RECORD SET.
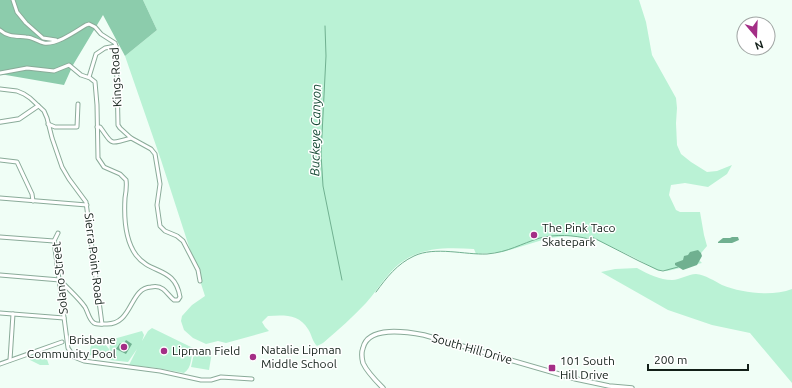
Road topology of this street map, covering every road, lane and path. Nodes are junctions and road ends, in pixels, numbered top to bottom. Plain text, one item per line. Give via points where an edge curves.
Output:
1 (13, 0) edge
2 (0, 30) edge
3 (60, 40) junction
4 (116, 46) junction
5 (0, 73) edge
6 (89, 77) junction
7 (0, 88) edge
8 (78, 104) dead end
9 (38, 106) junction
10 (0, 122) edge
11 (48, 124) junction
12 (55, 127) junction
13 (97, 127) junction
14 (50, 132) junction
15 (131, 138) junction
16 (0, 160) edge
17 (0, 198) edge
18 (33, 201) junction
19 (87, 205) junction
20 (58, 233) dead end
21 (0, 237) edge
22 (54, 241) junction
23 (0, 275) edge
24 (60, 280) junction
25 (200, 281) dead end
26 (68, 289) junction
27 (62, 292) junction
28 (0, 313) edge
29 (13, 314) junction
30 (64, 318) junction
31 (102, 324) junction
32 (62, 342) dead end
33 (10, 360) junction
34 (0, 364) edge
35 (252, 379) dead end
36 (383, 388) edge
37 (632, 388) edge

1 - 3 street via 21,18 40,36
2 - 3 street, Kings Road via 8,35 30,37 44,43
3 - 4 street, Kings Road via 89,24 113,40
4 - 6 street via 97,53
4 - 15 street, Kings Road via 118,124
5 - 6 street via 24,68 54,71 69,65 81,75
6 - 13 street via 96,87
7 - 9 street, Sierra Point Road via 24,94
8 - 12 street via 78,127
9 - 10 street via 19,119
9 - 11 street, Sierra Point Road via 45,113
11 - 12 street
11 - 14 street, Sierra Point Road
12 - 14 street
13 - 15 street via 100,127 107,139 112,142
13 - 31 street via 99,160 104,167 122,175 126,182 125,202 132,249 144,263 171,277 180,297 174,300 159,287 144,288 122,318 110,324
14 - 19 street, Sierra Point Road via 64,170
15 - 25 street, Kings Road via 154,154 160,184 157,205 160,226 183,241
16 - 18 street via 16,161
17 - 18 street
18 - 19 street
19 - 31 street, Sierra Point Road
20 - 22 street, Solano Street
21 - 22 street
22 - 24 street, Solano Street
23 - 24 street
24 - 26 street
24 - 27 street, Solano Street
26 - 27 street
26 - 31 street via 83,304 92,322
27 - 30 street, Solano Street
28 - 29 street
29 - 30 street
29 - 33 street
30 - 35 street, Solano Street via 68,348 74,357 80,360 160,371 201,380 222,377
32 - 33 street
33 - 34 street
36 - 37 street, South Hill Drive via 364,365 362,349 373,335 399,332 424,335 576,379

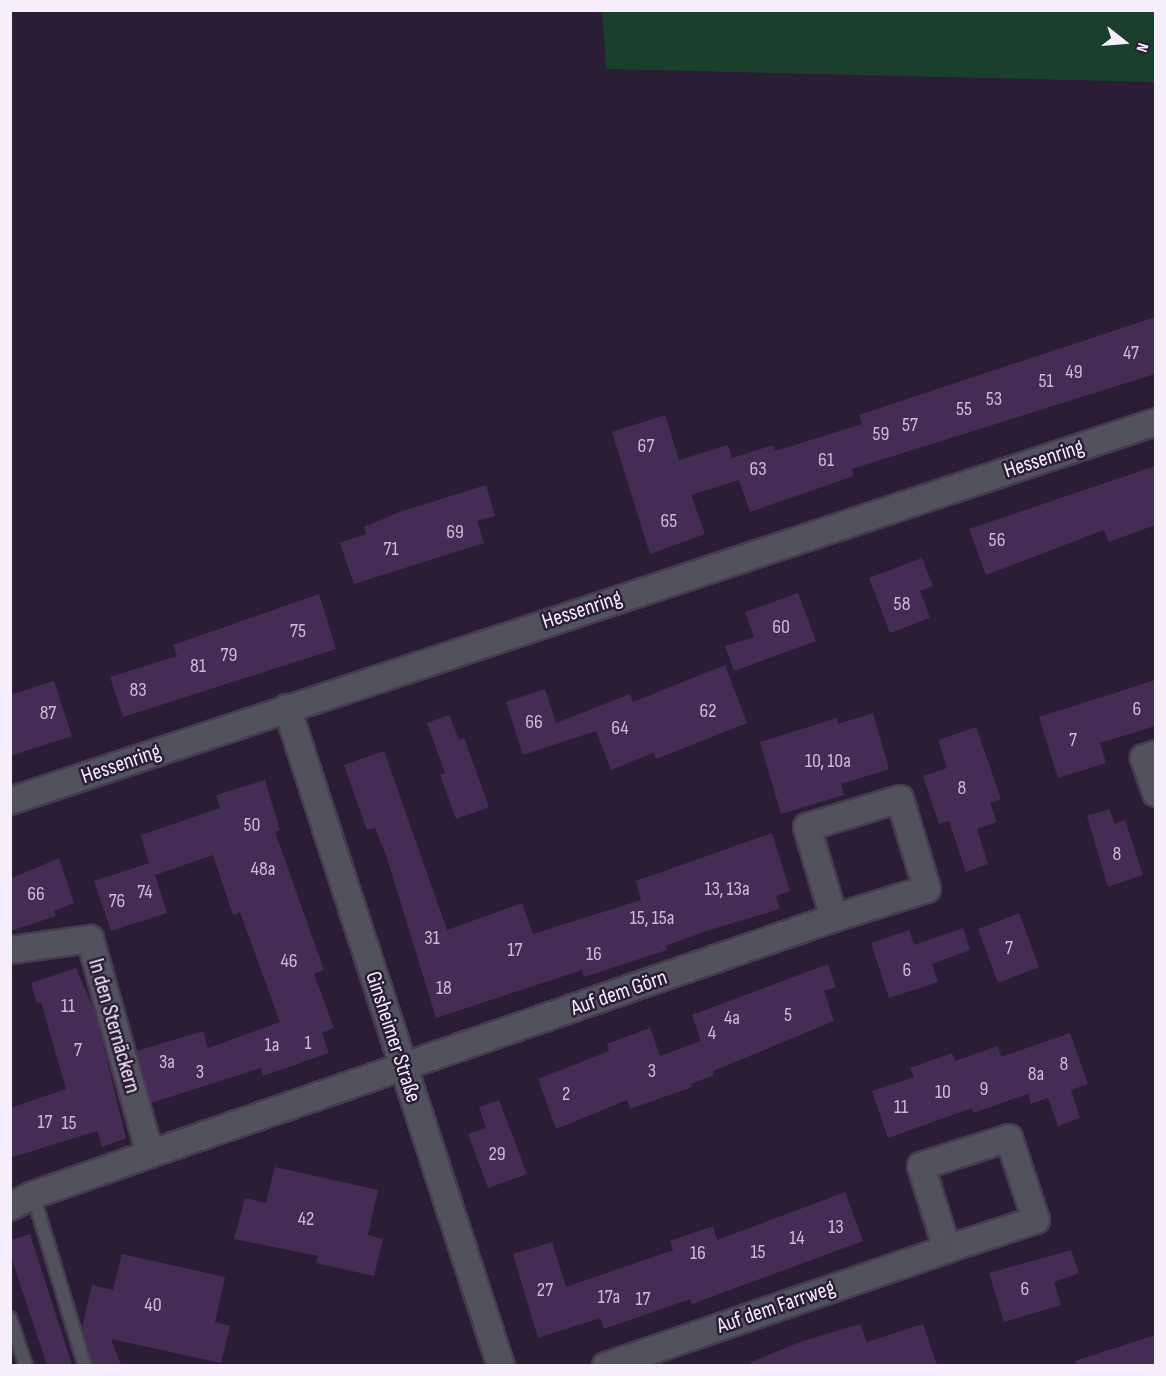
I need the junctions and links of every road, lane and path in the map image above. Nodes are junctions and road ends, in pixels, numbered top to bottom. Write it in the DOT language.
graph roads {
  1 [pos="1155,423"];
  2 [pos="287,708"];
  3 [pos="1155,754"];
  4 [pos="1155,793"];
  5 [pos="10,801"];
  6 [pos="834,918"];
  7 [pos="10,950"];
  8 [pos="403,1068"];
  9 [pos="150,1154"];
  10 [pos="22,1201"];
  11 [pos="947,1249"];
  12 [pos="10,1318"];
  13 [pos="26,1365"];
  14 [pos="85,1365"];
  15 [pos="501,1365"];
  16 [pos="606,1365"];
  1 -- 2 [label="street, Hessenring"];
  2 -- 5 [label="street, Hessenring"];
  2 -- 8 [label="street, Ginsheimer Straße"];
  3 -- 4 [label="street"];
  6 -- 6 [label="street, Auf dem Görn"];
  6 -- 8 [label="street, Auf dem Görn"];
  7 -- 9 [label="street, In den Sternäckern"];
  8 -- 9 [label="street"];
  8 -- 15 [label="street, Ginsheimer Straße"];
  9 -- 10 [label="street"];
  10 -- 14 [label="lane"];
  11 -- 11 [label="street, Auf dem Farrweg"];
  11 -- 16 [label="street, Auf dem Farrweg"];
  12 -- 13 [label="lane"];
}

WHAT TO DO. Reproduce the data exactly as it appears above. Pictures are to be left out.

EXPECTED OUTPUT.
Road topology of this street map, covering every road, lane and path. Nodes are junctions and road ends, in pixels, numbered top to bottom. Plain text, one item per line. Give via points where an edge curves.
Output:
1 (13, 0) edge
2 (0, 30) edge
3 (60, 40) junction
4 (116, 46) junction
5 (0, 73) edge
6 (89, 77) junction
7 (0, 88) edge
8 (78, 104) dead end
9 (38, 106) junction
10 (0, 122) edge
11 (48, 124) junction
12 (55, 127) junction
13 (97, 127) junction
14 (50, 132) junction
15 (131, 138) junction
16 (0, 160) edge
17 (0, 198) edge
18 (33, 201) junction
19 (87, 205) junction
20 (58, 233) dead end
21 (0, 237) edge
22 (54, 241) junction
23 (0, 275) edge
24 (60, 280) junction
25 (200, 281) dead end
26 (68, 289) junction
27 (62, 292) junction
28 (0, 313) edge
29 (13, 314) junction
30 (64, 318) junction
31 (102, 324) junction
32 (62, 342) dead end
33 (10, 360) junction
34 (0, 364) edge
35 (252, 379) dead end
36 (383, 388) edge
37 (632, 388) edge

1 - 3 street via 21,18 40,36
2 - 3 street, Kings Road via 8,35 30,37 44,43
3 - 4 street, Kings Road via 89,24 113,40
4 - 6 street via 97,53
4 - 15 street, Kings Road via 118,124
5 - 6 street via 24,68 54,71 69,65 81,75
6 - 13 street via 96,87
7 - 9 street, Sierra Point Road via 24,94
8 - 12 street via 78,127
9 - 10 street via 19,119
9 - 11 street, Sierra Point Road via 45,113
11 - 12 street
11 - 14 street, Sierra Point Road
12 - 14 street
13 - 15 street via 100,127 107,139 112,142
13 - 31 street via 99,160 104,167 122,175 126,182 125,202 132,249 144,263 171,277 180,297 174,300 159,287 144,288 122,318 110,324
14 - 19 street, Sierra Point Road via 64,170
15 - 25 street, Kings Road via 154,154 160,184 157,205 160,226 183,241
16 - 18 street via 16,161
17 - 18 street
18 - 19 street
19 - 31 street, Sierra Point Road
20 - 22 street, Solano Street
21 - 22 street
22 - 24 street, Solano Street
23 - 24 street
24 - 26 street
24 - 27 street, Solano Street
26 - 27 street
26 - 31 street via 83,304 92,322
27 - 30 street, Solano Street
28 - 29 street
29 - 30 street
29 - 33 street
30 - 35 street, Solano Street via 68,348 74,357 80,360 160,371 201,380 222,377
32 - 33 street
33 - 34 street
36 - 37 street, South Hill Drive via 364,365 362,349 373,335 399,332 424,335 576,379

I need the junctions and links of every road, lane and path in the map image above. Nodes are junctions and road ends, in pixels, numbered top to bottom. Write it in the DOT language.
graph roads {
  1 [pos="1155,423"];
  2 [pos="287,708"];
  3 [pos="1155,754"];
  4 [pos="1155,793"];
  5 [pos="10,801"];
  6 [pos="834,918"];
  7 [pos="10,950"];
  8 [pos="403,1068"];
  9 [pos="150,1154"];
  10 [pos="22,1201"];
  11 [pos="947,1249"];
  12 [pos="10,1318"];
  13 [pos="26,1365"];
  14 [pos="85,1365"];
  15 [pos="501,1365"];
  16 [pos="606,1365"];
  1 -- 2 [label="street, Hessenring"];
  2 -- 5 [label="street, Hessenring"];
  2 -- 8 [label="street, Ginsheimer Straße"];
  3 -- 4 [label="street"];
  6 -- 6 [label="street, Auf dem Görn"];
  6 -- 8 [label="street, Auf dem Görn"];
  7 -- 9 [label="street, In den Sternäckern"];
  8 -- 9 [label="street"];
  8 -- 15 [label="street, Ginsheimer Straße"];
  9 -- 10 [label="street"];
  10 -- 14 [label="lane"];
  11 -- 11 [label="street, Auf dem Farrweg"];
  11 -- 16 [label="street, Auf dem Farrweg"];
  12 -- 13 [label="lane"];
}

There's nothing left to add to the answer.